Business Health Insurance

Now Bateeilee Blog will share Business Health Insurance. Health insurance covers the health care needs of you and your employees. Simple?
Not really. Health insurance in the United States is a complicated morass of competing insurers, plans, and laws. Often a business’ ability to provide affordable health care coverage is dictated by geography. State laws may affect health insurance decisions. But, to be competitive, your business must offer some level of health insurance at some point. According to the U.S. Department of Health and Human Services, citing a report done by Kaiser/HREET, 67% of U.S. employees are covered by some form of employer-sponsored health care. Put in perspective, if a skilled employee has three job opportunities, on average, two will provide health insurance and one will not. Skilled employees will choose to work for the insured employer.
Health insurance, as a most basic description, comes in four types:
  • Traditional or Indemnity Insurance 
    This is the traditional health coverage offered by an insurer for a premium allowing the insured to pick any health care provider and to have the costs reimbursed by the insurer. Twenty to thirty years ago this was the most prevalent kind of health insurance. Today it is practically non-existent and, if your business is not extremely large, this kind of coverage is not a realistic option.
  • Health Maintenance Organizations (or, HMOs) 
    HMOs are organizations of doctors, hospitals, and care providers that have agreed with an insurer to provide medical care at a lower negotiated rate. The HMO model of coverage uses a primary care physician (PCP) to coordinate an insured’s care under the plan. The PCP must refer to a specialist if specialty care is needed and must pre-approve any care for the patient with the plan. The insured is limited in their choice of hospital, doctor, and other services to those that are in the HMO, but can be referred to a specialist outside of the HMO with the PCP’s referral. Because of economies of scale, and the management of care, premiums are reduced.
  • Preferred Provider Organizations (or, PPOs) 

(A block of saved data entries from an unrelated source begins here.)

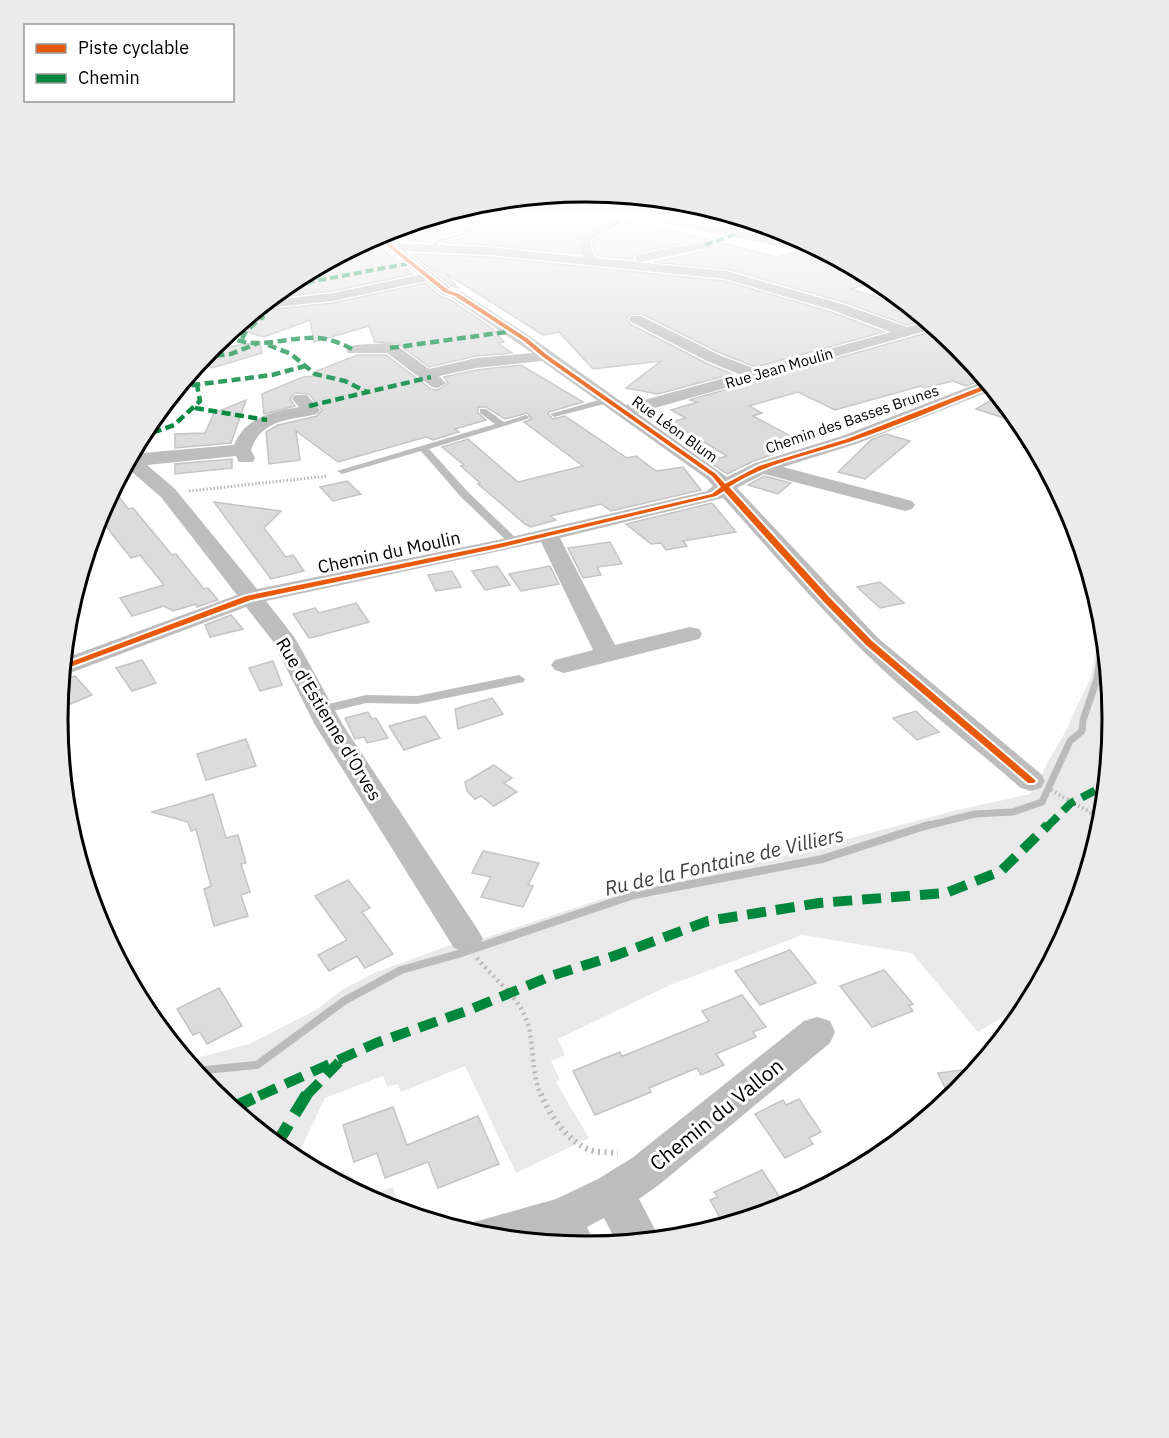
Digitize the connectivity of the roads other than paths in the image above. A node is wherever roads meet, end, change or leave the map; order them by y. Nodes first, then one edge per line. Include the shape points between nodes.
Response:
1 (399, 283) edge
2 (437, 283) edge
3 (758, 283) edge
4 (271, 308) edge
5 (636, 319) dead end
6 (923, 328) edge
7 (908, 333) junction
8 (354, 350) dead end
9 (545, 356) junction
10 (756, 375) junction
11 (982, 389) edge
12 (301, 399) dead end
13 (617, 406) junction
14 (483, 411) dead end
15 (554, 414) dead end
16 (526, 418) dead end
17 (501, 424) junction
18 (422, 447) junction
19 (137, 460) edge
20 (135, 465) edge
21 (762, 467) junction
22 (342, 471) dead end
23 (726, 486) junction
24 (905, 505) dead end
25 (548, 536) junction
26 (515, 543) junction
27 (249, 598) junction
28 (690, 634) dead end
29 (607, 654) junction
30 (71, 665) edge
31 (564, 665) dead end
32 (519, 679) dead end
33 (321, 710) junction
34 (1031, 781) dead end
35 (471, 948) road end
36 (817, 1032) dead end
37 (629, 1182) junction
38 (567, 1232) edge
39 (638, 1233) edge
40 (538, 1234) edge

1 - 4 street
2 - 9 street, Rue Léon Blum
3 - 7 street
5 - 10 street
6 - 7 street, Rue Jean Moulin
7 - 10 street, Rue Jean Moulin
8 - 9 street via 390,348 432,379 476,363
9 - 13 street, Rue Léon Blum
10 - 13 street, Rue Jean Moulin
11 - 21 street, Chemin des Basses Brunes via 848,440
12 - 19 street via 311,410 258,423 250,430 244,454
13 - 15 lane
13 - 23 street, Rue Léon Blum
14 - 17 lane
16 - 17 lane
17 - 18 lane
18 - 22 lane
18 - 26 lane
20 - 27 street, Rue d'Estienne d'Orves via 168,493
21 - 23 street, Chemin des Basses Brunes
21 - 24 street
23 - 25 street, Chemin du Moulin via 714,495
23 - 34 street, Rue Léon Blum via 869,643
25 - 26 street, Chemin du Moulin
25 - 29 street
26 - 27 street, Chemin du Moulin
27 - 30 street, Chemin du Moulin
27 - 33 street, Rue d'Estienne d'Orves via 283,639
28 - 29 street
29 - 31 street
32 - 33 lane via 417,700 366,699
33 - 35 street, Rue d'Estienne d'Orves
36 - 37 street, Chemin du Vallon
37 - 38 street, Chemin du Vallon
37 - 39 street
38 - 40 street, Chemin du Vallon

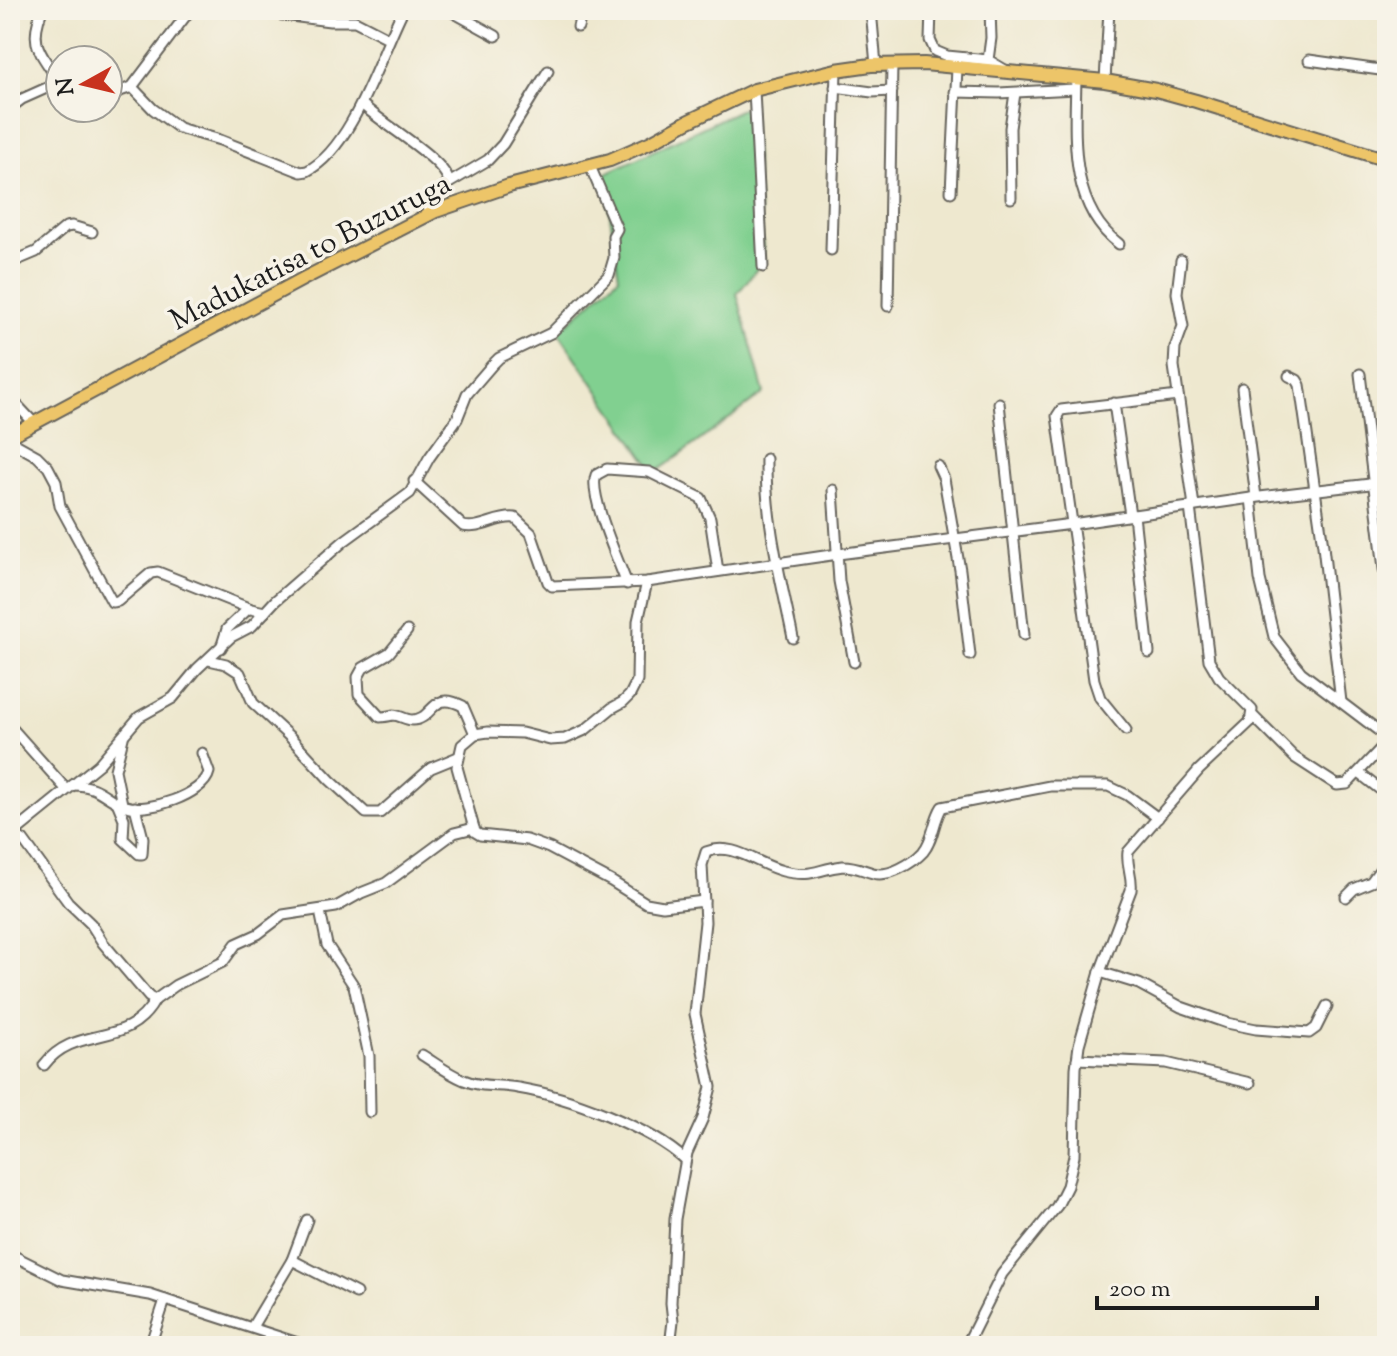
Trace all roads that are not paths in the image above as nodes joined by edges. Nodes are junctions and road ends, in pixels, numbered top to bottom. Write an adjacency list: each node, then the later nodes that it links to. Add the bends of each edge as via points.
1 (42, 10): 17 (street, via 35,27 36,46)
2 (190, 10): 29 (street)
3 (243, 10): 16 (street, via 355,21)
4 (403, 10): 16 (street)
5 (449, 10): 13 (street)
6 (582, 10): 14 (street)
7 (871, 10): 21 (street)
8 (931, 10): 18 (street, via 935,51)
9 (990, 10): 18 (street)
10 (1109, 10): 27 (street)
11 (1206, 10): 12 (street)
12 (1226, 10)
13 (463, 14): 15 (street)
14 (578, 27)
15 (496, 36)
16 (388, 38): 37 (street)
17 (44, 58)
18 (988, 60): 24 (street)
19 (1309, 60): 26 (street)
20 (892, 64): 21 (main road, Madukatisa to Buzuruga); 22 (main road, Madukatisa to Buzuruga); 34 (street)
21 (876, 65): 23 (main road, Madukatisa to Buzuruga)
22 (957, 68): 24 (main road, Madukatisa to Buzuruga); 35 (street)
23 (836, 70): 30 (street); 33 (main road, Madukatisa to Buzuruga)
24 (1005, 70): 28 (main road, Madukatisa to Buzuruga)
25 (548, 71): 41 (street, via 503,144 488,160)
26 (1387, 71)
27 (1105, 81): 28 (main road, Madukatisa to Buzuruga); 39 (main road, Madukatisa to Buzuruga, via 1196,101)
28 (1076, 83): 36 (street); 46 (street, via 1076,161 1083,190 1095,220)
29 (132, 87): 32 (street); 37 (street, via 179,128 301,172 313,169 339,142)
30 (835, 87): 34 (street); 47 (street)
31 (44, 89): 38 (street)
32 (124, 90)
33 (754, 90): 40 (main road, Madukatisa to Buzuruga); 50 (street)
34 (892, 91): 51 (street)
35 (955, 92): 36 (street); 42 (street)
36 (1015, 93): 43 (street)
37 (362, 104): 41 (street, via 428,154 446,172)
38 (10, 108)
39 (1387, 160)
40 (590, 166): 44 (main road, Madukatisa to Buzuruga, via 509,186); 63 (street, via 617,228 609,275 551,333 492,365 467,394 448,436)
41 (449, 183): 44 (street, via 429,201)
42 (951, 192)
43 (1011, 198)
44 (428, 216): 59 (main road, Madukatisa to Buzuruga)
45 (92, 232): 49 (street, via 66,227 41,248)
46 (1119, 244)
47 (831, 250)
48 (1181, 260): 55 (street, via 1177,293 1183,326 1174,355)
49 (10, 263)
50 (763, 267)
51 (888, 306)
52 (1360, 374): 65 (street)
53 (1289, 376): 67 (street, via 1300,385)
54 (1242, 388): 68 (street)
55 (1178, 396): 58 (street); 69 (street)
56 (10, 402): 59 (street)
57 (999, 403): 72 (street)
58 (1114, 403): 70 (street); 71 (street, via 1061,410 1057,416)
59 (34, 423): 60 (main road, Madukatisa to Buzuruga)
60 (10, 439): 80 (street, via 48,467 60,506 110,602 158,572)
61 (766, 459): 75 (street)
62 (938, 466): 73 (street)
63 (414, 481): 78 (street, via 463,526 515,518 531,533 552,586); 81 (street, via 410,493 344,541)
64 (1387, 482): 65 (street)
65 (1372, 485): 67 (street); 79 (street)
66 (833, 490): 74 (street)
67 (1315, 490): 68 (street); 90 (street)
68 (1253, 497): 69 (street); 90 (street, via 1260,579 1274,637 1301,672)
69 (1192, 506): 70 (street); 91 (street, via 1209,660)
70 (1132, 515): 71 (street); 86 (street)
71 (1072, 524): 72 (street); 93 (street, via 1094,680 1100,698)
72 (1013, 532): 73 (street); 83 (street)
73 (954, 539): 74 (street); 87 (street)
74 (838, 554): 75 (street); 89 (street)
75 (778, 564): 76 (street); 84 (street)
76 (718, 571): 77 (street); 78 (street, via 710,518 701,498 649,472 607,469 593,481)
77 (647, 582): 78 (street); 95 (street, via 638,621 637,681 623,702 565,739 498,731)
78 (627, 584)
79 (1387, 593)
80 (249, 608): 81 (street); 85 (street, via 227,629)
81 (265, 612): 85 (street)
82 (407, 631): 95 (street, via 389,653 363,668 359,694 382,717 413,720 442,700 455,702 463,706)
83 (1024, 635)
84 (793, 638)
85 (221, 648): 88 (street)
86 (1149, 653)
87 (970, 655)
88 (209, 660): 94 (street, via 173,698 150,709); 98 (street, via 236,669 253,703 366,813 380,813 431,768)
89 (854, 662)
90 (1341, 702): 96 (street)
91 (1253, 716): 99 (street, via 1294,757 1332,784 1347,784); 104 (street)
92 (10, 726): 100 (street)
93 (1126, 730)
94 (124, 734): 100 (street); 102 (street, via 115,770)
95 (475, 734): 98 (street)
96 (1387, 739): 99 (street)
97 (202, 753): 103 (street, via 209,772 203,784 188,794)
98 (458, 757): 105 (street)
99 (1359, 773): 101 (street)
100 (70, 787): 102 (street, via 100,790); 106 (street)
101 (1387, 795)
102 (120, 803): 103 (street); 103 (street, via 123,839 139,854 144,852 143,838)
103 (135, 807)
104 (1158, 818): 109 (street, via 1108,786 1050,786 977,798 942,807 925,850 881,875 854,866 803,875 736,852 709,850 702,865); 111 (street, via 1128,852 1131,890)
105 (474, 828): 109 (street, via 480,835 549,848 646,903); 110 (street, via 448,836 386,883)
106 (12, 835): 112 (street, via 23,840 68,902)
107 (1387, 860): 108 (street, via 1371,882)
108 (1346, 897)
109 (704, 901): 119 (street, via 695,1014 711,1087)
110 (320, 911): 112 (street, via 283,915 233,946 223,962); 118 (street, via 327,945 354,986 369,1056)
111 (1100, 972): 113 (street, via 1181,1007 1256,1029 1309,1033); 115 (street)
112 (155, 1000): 116 (street, via 135,1024 61,1047)
113 (1327, 1006)
114 (422, 1055): 119 (street, via 479,1085 526,1089 588,1109 666,1143)
115 (1077, 1059): 117 (street, via 1166,1063); 129 (street, via 1074,1156 1067,1186 1002,1274)
116 (44, 1065)
117 (1250, 1083)
118 (370, 1112)
119 (685, 1160): 128 (street, via 673,1238)
120 (307, 1220): 122 (street)
121 (10, 1254): 124 (street, via 62,1280)
122 (292, 1260): 123 (street); 125 (street)
123 (356, 1293)
124 (165, 1300): 125 (street); 126 (street)
125 (252, 1327): 127 (street)
126 (150, 1346)
127 (307, 1346)
128 (670, 1346)
129 (966, 1346)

    PPOs are similar to HMOs in some respects, but often more restrictive. In an HMO there may be two or three different hospitals within the HMO. In a PPO, an insurer typically has a dedicated network of specific hospitals and physicians. The insured will have a PCP, but all care, too be covered, must occur within the network. If care occurs “out-of-network”, then the insured will be responsible for most, if not all, payment for the services. Premiums are reduced under a PPO plan, but so are the health care options available. In some large metropolitan areas with excellent health care facilities a local PPO plan can provide huge savings over more nationally based HMOs and traditional policies.
  • Medicare and Medicaid
    Medicare is government insurance available to those over 65, disabled, or in late stage renal failure. With an aging workforce, your business may have employees, over 65, looking for supplemental insurance coverage. Medicaid is government insurance for the very poor and some disabled. States are becoming very strict with employers that rely on Medicaid to provide coverage for low-wage workers.
There are many variations of plans, but most will follow the four models set out above or a combination.